- _Task objective_
Only the number is needed. Please count the lines below in which the word "positions" occurs.

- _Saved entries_
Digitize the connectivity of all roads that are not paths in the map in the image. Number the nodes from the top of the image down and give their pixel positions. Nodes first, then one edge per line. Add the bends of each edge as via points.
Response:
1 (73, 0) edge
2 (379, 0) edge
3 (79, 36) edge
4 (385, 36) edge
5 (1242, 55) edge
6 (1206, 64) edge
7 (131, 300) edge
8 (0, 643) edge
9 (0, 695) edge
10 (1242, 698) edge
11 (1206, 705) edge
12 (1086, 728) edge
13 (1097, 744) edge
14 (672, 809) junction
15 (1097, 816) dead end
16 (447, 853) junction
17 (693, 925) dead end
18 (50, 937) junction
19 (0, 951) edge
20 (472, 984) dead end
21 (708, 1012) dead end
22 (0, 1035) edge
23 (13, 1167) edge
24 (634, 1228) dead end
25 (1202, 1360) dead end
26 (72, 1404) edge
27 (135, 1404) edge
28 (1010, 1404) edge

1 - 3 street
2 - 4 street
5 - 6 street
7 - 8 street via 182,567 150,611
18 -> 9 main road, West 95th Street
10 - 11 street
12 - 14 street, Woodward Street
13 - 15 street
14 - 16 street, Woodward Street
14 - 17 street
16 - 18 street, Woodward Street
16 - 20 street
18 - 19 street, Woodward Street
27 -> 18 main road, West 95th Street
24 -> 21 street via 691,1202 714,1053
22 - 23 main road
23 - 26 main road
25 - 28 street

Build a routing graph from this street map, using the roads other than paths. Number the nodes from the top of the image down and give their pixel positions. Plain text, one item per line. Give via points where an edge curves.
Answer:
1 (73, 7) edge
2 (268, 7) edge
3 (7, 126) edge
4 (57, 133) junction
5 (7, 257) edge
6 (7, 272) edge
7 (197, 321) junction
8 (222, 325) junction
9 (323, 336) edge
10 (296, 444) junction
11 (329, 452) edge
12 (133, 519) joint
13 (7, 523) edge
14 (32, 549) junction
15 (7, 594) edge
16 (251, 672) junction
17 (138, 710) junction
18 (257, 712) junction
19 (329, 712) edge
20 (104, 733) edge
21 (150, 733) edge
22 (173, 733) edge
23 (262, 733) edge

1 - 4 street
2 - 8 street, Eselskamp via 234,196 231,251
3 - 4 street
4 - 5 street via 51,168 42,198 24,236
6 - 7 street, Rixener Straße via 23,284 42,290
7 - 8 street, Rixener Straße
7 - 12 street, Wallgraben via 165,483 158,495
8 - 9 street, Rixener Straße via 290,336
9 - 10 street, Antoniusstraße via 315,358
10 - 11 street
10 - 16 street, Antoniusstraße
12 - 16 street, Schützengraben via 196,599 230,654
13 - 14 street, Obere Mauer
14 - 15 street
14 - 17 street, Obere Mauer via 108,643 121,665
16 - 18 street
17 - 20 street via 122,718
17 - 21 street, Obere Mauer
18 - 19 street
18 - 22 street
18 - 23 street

- _Exercise response_
2